The Washington Department of Fish and Wildlife (at the time they were the Washington Department of Fisheries) built a trap and haul facility below Sunset Falls in 1958. Trapped adult anadromous fish are captured and transported by truck to an area above the uppermost falls. These fish then migrate further upstream to spawn naturally.

The trap and haul approach has been in operation since 1958 and has passed an average of 25,000 total fish (all species) per year. This average has increased in recent years (to 46,000) due to large increases in pink salmon returns3.
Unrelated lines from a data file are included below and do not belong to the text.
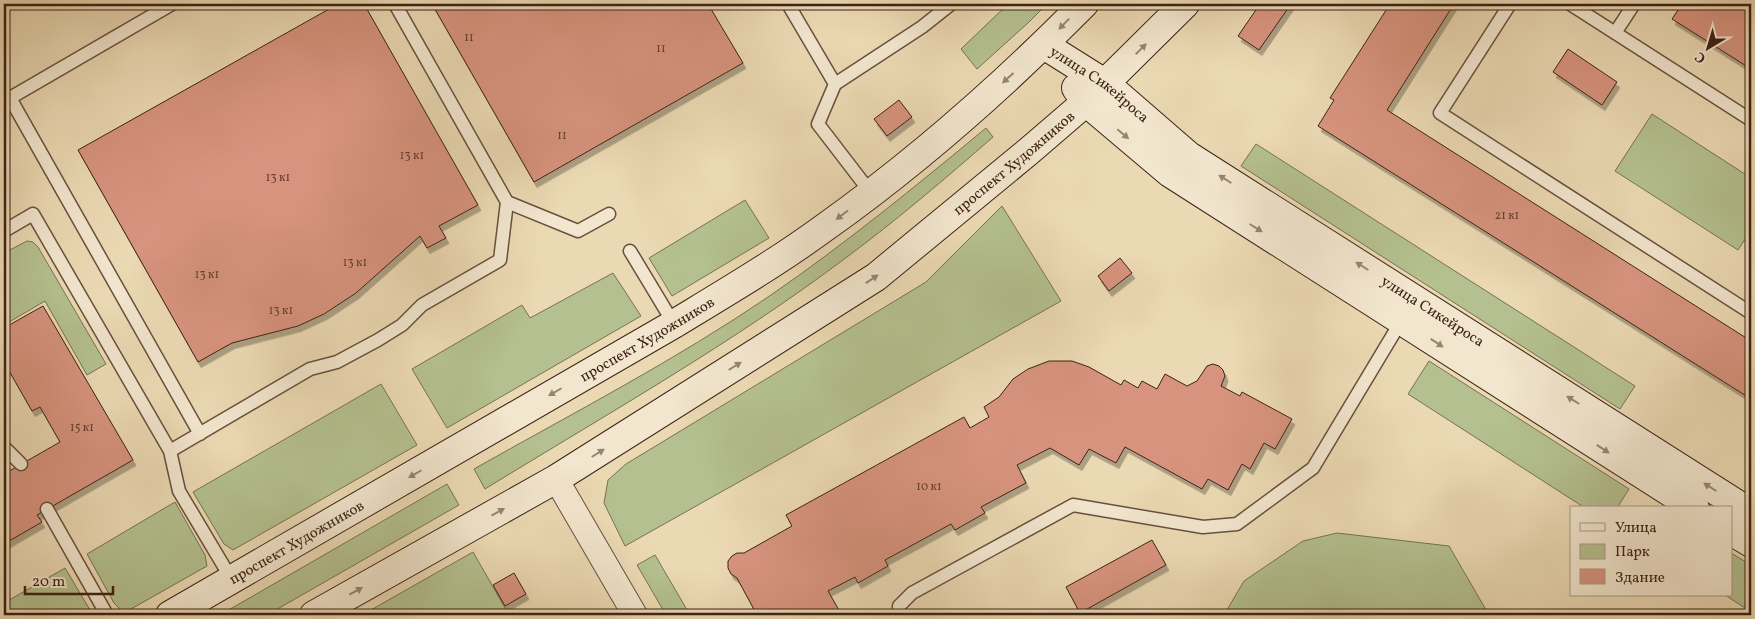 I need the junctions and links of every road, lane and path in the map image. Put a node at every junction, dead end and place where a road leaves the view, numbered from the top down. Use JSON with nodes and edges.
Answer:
{"nodes":[{"id":1,"x":172,"y":4,"type":"edge"},
{"id":2,"x":395,"y":4,"type":"edge"},
{"id":3,"x":788,"y":4,"type":"edge"},
{"id":4,"x":952,"y":4,"type":"edge"},
{"id":5,"x":1084,"y":4,"type":"edge"},
{"id":6,"x":1185,"y":4,"type":"edge"},
{"id":7,"x":1510,"y":4,"type":"edge"},
{"id":8,"x":1570,"y":4,"type":"edge"},
{"id":9,"x":1634,"y":4,"type":"edge"},
{"id":10,"x":1615,"y":33,"type":"junction"},
{"id":11,"x":1044,"y":45,"type":"junction"},
{"id":12,"x":835,"y":84,"type":"junction"},
{"id":13,"x":1106,"y":84,"type":"junction"},
{"id":14,"x":1086,"y":102,"type":"junction"},
{"id":15,"x":1751,"y":120,"type":"edge"},
{"id":16,"x":872,"y":193,"type":"junction"},
{"id":17,"x":507,"y":202,"type":"junction"},
{"id":18,"x":609,"y":214,"type":"dead end"},
{"id":19,"x":4,"y":231,"type":"edge"},
{"id":20,"x":630,"y":252,"type":"dead end"},
{"id":21,"x":1408,"y":310,"type":"junction"},
{"id":22,"x":1751,"y":313,"type":"edge"},
{"id":23,"x":674,"y":324,"type":"junction"},
{"id":24,"x":200,"y":434,"type":"junction"},
{"id":25,"x":4,"y":447,"type":"edge"},
{"id":26,"x":170,"y":451,"type":"junction"},
{"id":27,"x":21,"y":464,"type":"dead end"},
{"id":28,"x":1668,"y":476,"type":"junction"},
{"id":29,"x":556,"y":479,"type":"junction"},
{"id":30,"x":1693,"y":506,"type":"edge"},
{"id":31,"x":47,"y":509,"type":"dead end"},
{"id":32,"x":1751,"y":513,"type":"edge"},
{"id":33,"x":1732,"y":532,"type":"edge"},
{"id":34,"x":1751,"y":544,"type":"edge"},
{"id":35,"x":232,"y":580,"type":"junction"},
{"id":36,"x":107,"y":615,"type":"edge"},
{"id":37,"x":170,"y":615,"type":"edge"},
{"id":38,"x":314,"y":615,"type":"edge"},
{"id":39,"x":635,"y":615,"type":"edge"},
{"id":40,"x":900,"y":615,"type":"edge"}],
"edges":[{"from":1,"to":24,"type":"lane"},
{"from":2,"to":17,"type":"lane"},
{"from":3,"to":12,"type":"lane"},
{"from":4,"to":12,"type":"lane"},
{"from":5,"to":11,"type":"street","name":"проспект Художников","one_way":true},
{"from":13,"to":6,"type":"street","name":"проспект Художников","one_way":true},
{"from":7,"to":22,"type":"lane"},
{"from":8,"to":10,"type":"lane"},
{"from":9,"to":10,"type":"lane"},
{"from":10,"to":15,"type":"lane"},
{"from":11,"to":13,"type":"street","name":"улица Сикейроса"},
{"from":11,"to":14,"type":"street","name":"улица Сикейроса"},
{"from":11,"to":16,"type":"street","name":"проспект Художников","one_way":true},
{"from":12,"to":16,"type":"lane"},
{"from":13,"to":14,"type":"street","name":"проспект Художников"},
{"from":21,"to":13,"type":"street","name":"улица Сикейроса","one_way":true},
{"from":14,"to":21,"type":"street","name":"улица Сикейроса","one_way":true},
{"from":29,"to":14,"type":"street","name":"проспект Художников","one_way":true},
{"from":16,"to":23,"type":"street","name":"проспект Художников","one_way":true},
{"from":17,"to":18,"type":"lane"},
{"from":17,"to":24,"type":"lane"},
{"from":19,"to":26,"type":"lane"},
{"from":20,"to":23,"type":"lane"},
{"from":21,"to":28,"type":"street","name":"улица Сикейроса"},
{"from":21,"to":40,"type":"lane"},
{"from":23,"to":35,"type":"street","name":"проспект Художников","one_way":true},
{"from":24,"to":26,"type":"lane"},
{"from":25,"to":27,"type":"lane"},
{"from":26,"to":35,"type":"lane"},
{"from":28,"to":30,"type":"street","name":"улица Сикейроса"},
{"from":32,"to":28,"type":"street","name":"улица Сикейроса","one_way":true},
{"from":38,"to":29,"type":"street","name":"проспект Художников","one_way":true},
{"from":29,"to":39,"type":"street"},
{"from":31,"to":36,"type":"lane"},
{"from":33,"to":34,"type":"street"},
{"from":35,"to":37,"type":"street","name":"проспект Художников"}]}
Cowlitz River Fish Transport

The Cowlitz River is a major tributary to the Lower Columbia River that supports major runs of salmon and steelhead. Upstream passage of adult fish was blocked by construction of Mayfield Dam which began operation in 1963. Initial attempts to pass adults upstream were made by capturing adult fish below the dam and transporting them upstream. Outmigrants were passed around the dam through a bypass system. The situation became more complex when Mossyrock Dam (upstream of Mayfield Dam) began operation in 1968. At the same time, a barrier dam was constructed downstream of Mayfield Dam to channel fish into a newly constructed hatchery. This hatchery, one of the largest in the world, was mainly composed of concrete raceways for holding of adults and rearing of juveniles. In addition, another hatchery, primarily dedicated to production of steelhead, was constructed downstream. This hatchery has large rearing ponds for the juvenile steelhead rather than concrete raceways.

The operation of the barrier dam provided the opportunity to utilize fish for production in the hatchery or to move adults to upstream areas to naturally spawn. The challenge then was to have the outmigrants successfully migrate downstream through the reservoirs and dams.
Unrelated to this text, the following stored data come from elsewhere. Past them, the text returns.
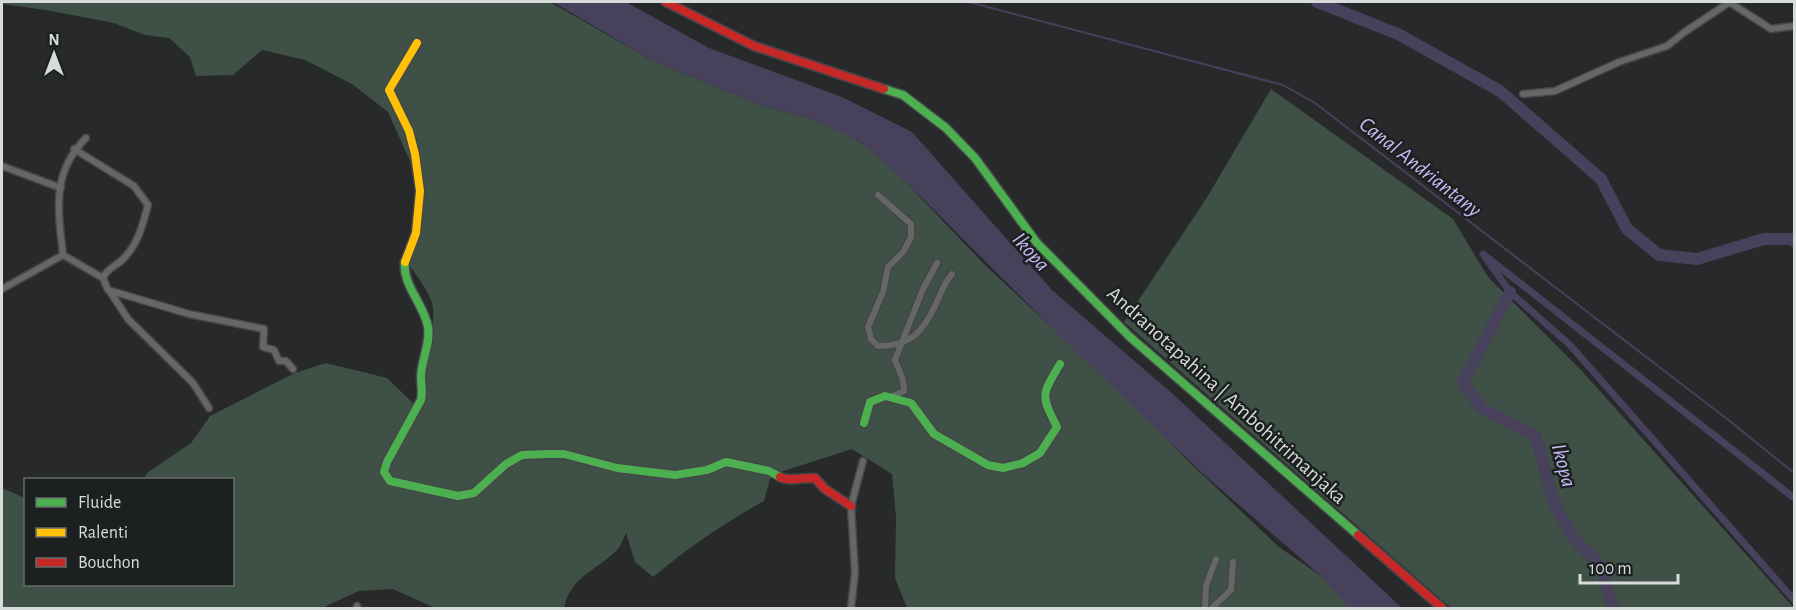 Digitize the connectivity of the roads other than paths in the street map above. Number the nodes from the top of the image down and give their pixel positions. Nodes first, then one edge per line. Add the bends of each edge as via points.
1 (666, 2) edge
2 (1730, 2) edge
3 (1794, 26) edge
4 (417, 43) dead end
5 (1523, 94) dead end
6 (86, 138) dead end
7 (74, 149) junction
8 (2, 166) edge
9 (61, 188) junction
10 (878, 195) dead end
11 (63, 255) junction
12 (938, 263) dead end
13 (952, 274) dead end
14 (103, 278) junction
15 (2, 289) edge
16 (108, 290) junction
17 (902, 342) junction
18 (1060, 364) dead end
19 (293, 369) dead end
20 (889, 397) junction
21 (209, 408) dead end
22 (864, 423) dead end
23 (863, 461) dead end
24 (851, 506) junction
25 (1216, 559) dead end
26 (1233, 562) dead end
27 (851, 609) edge
28 (1205, 609) edge
29 (1212, 609) edge
30 (1442, 609) edge

1 - 30 street, Andranotapahina | Ambohitrimanjaka via 754,46 903,95 946,128 975,158 1037,243 1130,337
2 - 3 street via 1771,29
2 - 5 street via 1667,46 1619,62 1555,91
4 - 24 street via 389,90 416,154 419,215 404,273 429,330 421,400 387,462 384,472 390,481 458,496 474,494 506,464 522,455 564,454 617,468 675,475 707,470 726,462 769,471 785,480 815,478
6 - 7 street
7 - 9 street via 65,164
7 - 14 street via 134,186 148,205 142,229 126,257 106,271
8 - 9 street
9 - 11 street via 58,203
10 - 17 street via 911,225 904,251 888,267 883,292 868,327 878,346
11 - 14 street
11 - 15 street
12 - 17 street
13 - 17 street via 924,328
14 - 16 street
16 - 19 street via 189,314 264,329 263,347 274,350 279,361 286,361
16 - 21 street via 128,319 193,383
17 - 20 street via 896,360 904,391
18 - 20 street via 1044,392 1045,404 1057,427 1040,453 1003,468 988,465 934,434 911,403
20 - 22 street via 870,402
23 - 24 street
24 - 27 street via 855,573
25 - 28 street via 1206,586
26 - 29 street via 1231,590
The success of the two hatcheries has been monitored and evaluated over the years since they began operation until the mid-1990s. During this period, the mainstem below the barrier dam supported an intense sport fishery which in some years had been very good and other years not so good (mixed results that have been attributed to a number of factors including the fish handling/hatchery conditions, ocean survival, commercial/sport fisheries downstream, volcanic eruptions (i.e., Mt. St. Helens in 1980), and others). This fishery continues to the present day.

Although the fish management approach to the Cowlitz River evolved over a number of years, the situation changed when another dam (Cowlitz Falls Dam) was completed 1994. This dam is located upstream of the Mossyrock reservoir. With the current operation of the three dams, a new emphasis was placed on natural production of fish in upstream areas. Adults are transported from the downstream barrier dam to areas upstream of the Cowlitz Falls Dam where they can naturally spawn. They are also transported to the Tilton River, a tributary to the Mossyrock reservoir.
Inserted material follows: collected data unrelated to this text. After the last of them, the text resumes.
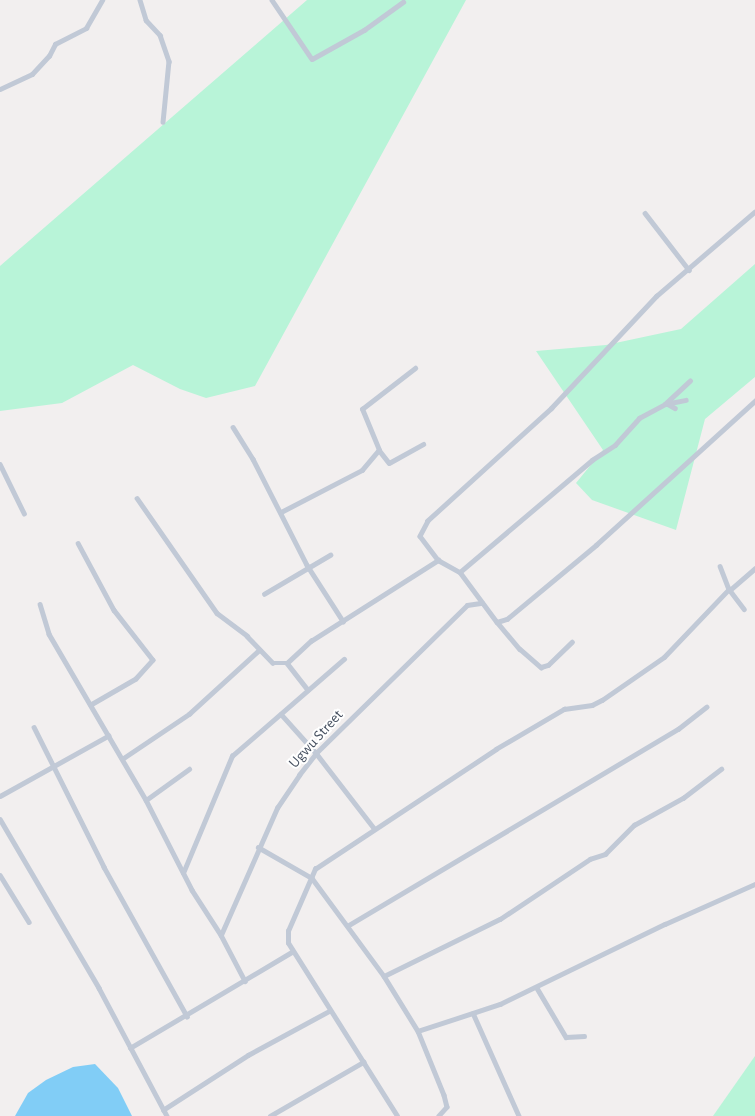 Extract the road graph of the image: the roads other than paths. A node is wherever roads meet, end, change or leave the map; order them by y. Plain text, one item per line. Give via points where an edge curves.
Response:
1 (102, 0) edge
2 (140, 0) edge
3 (272, 0) edge
4 (403, 2) dead end
5 (0, 89) edge
6 (163, 122) dead end
7 (755, 212) edge
8 (645, 213) dead end
9 (690, 270) junction
10 (416, 368) dead end
11 (690, 380) dead end
12 (686, 400) dead end
13 (755, 401) edge
14 (666, 404) junction
15 (675, 408) dead end
16 (233, 427) dead end
17 (423, 444) dead end
18 (379, 450) junction
19 (0, 464) edge
20 (137, 498) dead end
21 (281, 512) junction
22 (24, 513) dead end
23 (78, 543) dead end
24 (330, 555) dead end
25 (438, 560) junction
26 (307, 566) junction
27 (720, 566) dead end
28 (755, 568) edge
29 (460, 572) junction
30 (730, 589) junction
31 (264, 594) dead end
32 (482, 603) junction
33 (40, 604) dead end
34 (744, 609) dead end
35 (343, 621) junction
36 (497, 622) junction
37 (572, 642) dead end
38 (259, 650) junction
39 (344, 659) dead end
40 (287, 663) junction
41 (308, 690) junction
42 (90, 705) junction
43 (706, 707) dead end
44 (281, 714) junction
45 (34, 727) dead end
46 (108, 736) junction
47 (316, 753) junction
48 (122, 759) junction
49 (54, 768) junction
50 (190, 769) dead end
51 (721, 769) dead end
52 (0, 796) edge
53 (146, 800) junction
54 (0, 819) edge
55 (374, 828) junction
56 (258, 847) junction
57 (183, 873) junction
58 (0, 875) edge
59 (312, 878) junction
60 (755, 884) edge
61 (29, 922) dead end
62 (349, 925) junction
63 (221, 935) junction
64 (292, 952) junction
65 (384, 976) junction
66 (245, 981) junction
67 (537, 988) junction
68 (329, 1011) junction
69 (473, 1013) junction
70 (187, 1016) junction
71 (418, 1031) junction
72 (584, 1036) dead end
73 (130, 1048) junction
74 (363, 1062) junction
75 (163, 1110) junction
76 (167, 1116) edge
77 (270, 1116) edge
78 (397, 1116) edge
79 (439, 1116) edge
80 (519, 1116) edge

1 - 5 street via 86,28 55,44 49,56 32,74
2 - 6 street via 146,20 160,35 169,61
3 - 4 street via 312,59 364,30
7 - 9 street
8 - 9 street
9 - 25 street via 657,296 537,423 422,528 420,536
10 - 18 street via 362,409
11 - 14 street
12 - 14 street
13 - 36 street via 596,545 506,619
14 - 15 street
14 - 29 street via 639,418 615,445 592,460
16 - 21 street
17 - 18 street via 389,463
18 - 21 street via 362,470
19 - 22 street
20 - 38 street via 217,613 247,636
21 - 26 street
23 - 42 street via 114,610 153,660 136,679
24 - 26 street
25 - 29 street
25 - 35 street
26 - 31 street
26 - 35 street
27 - 30 street
28 - 30 street
29 - 32 street
30 - 34 street
30 - 55 street via 664,657 602,700 592,705 564,709
32 - 36 street
32 - 47 street, Ugwu Street via 467,606
33 - 42 street via 49,634
35 - 40 street via 297,650
36 - 37 street via 541,667 548,665
38 - 40 street via 273,663
38 - 48 street via 189,714
39 - 41 street
40 - 41 street
41 - 44 street
42 - 46 street
43 - 62 street via 678,728
44 - 47 street
44 - 57 street via 232,756
45 - 49 street
46 - 48 street
46 - 49 street
47 - 55 street
47 - 56 street, Ugwu Street via 277,808
48 - 53 street
49 - 52 street
49 - 70 street
50 - 53 street
51 - 65 street via 670,807 634,825 605,854 590,859 500,919
53 - 57 street
54 - 73 street via 99,988
55 - 59 street via 315,869
56 - 59 street
56 - 63 street, Ugwu Street
57 - 63 street
58 - 61 street
59 - 62 street
59 - 64 street via 288,931
60 - 67 street via 665,924
62 - 65 street
63 - 66 street
64 - 66 street
64 - 68 street
65 - 71 street
66 - 70 street
67 - 69 street
67 - 72 street via 566,1037
68 - 74 street
68 - 75 street via 248,1055
69 - 71 street
69 - 80 street
70 - 73 street
71 - 79 street via 447,1107
73 - 75 street
74 - 77 street
74 - 78 street
75 - 76 street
Outmigrating juveniles are funneled into bypass flumes at the Cowlitz Falls Dam where they are passed downstream to a fish collection facility. At the facility, fish are marked with various methods including coded wire tags implanted in the snout of the fish that allows for later identification. Some are radio tagged for research purposes.

Upstream migrating adults originating from above the dams captured at the barrier dam can then be transported above the Cowlitz Falls Dam with natural production (unmarked) fish. Fish marked originally at the hatchery can also be kept for production at that facility.

The Cowlitz River situation can best be described as an evolving process that is moving in a favorable direction. The fish management approach has maintained and, in some instances (such as increased limit sizes), improved the very active sport fishery in the downstream areas. Improvements in utilizing the areas upstream of the dams for natural production should assist in further expansion of the fisheries resources in the Cowlitz River basin while increasing natural production.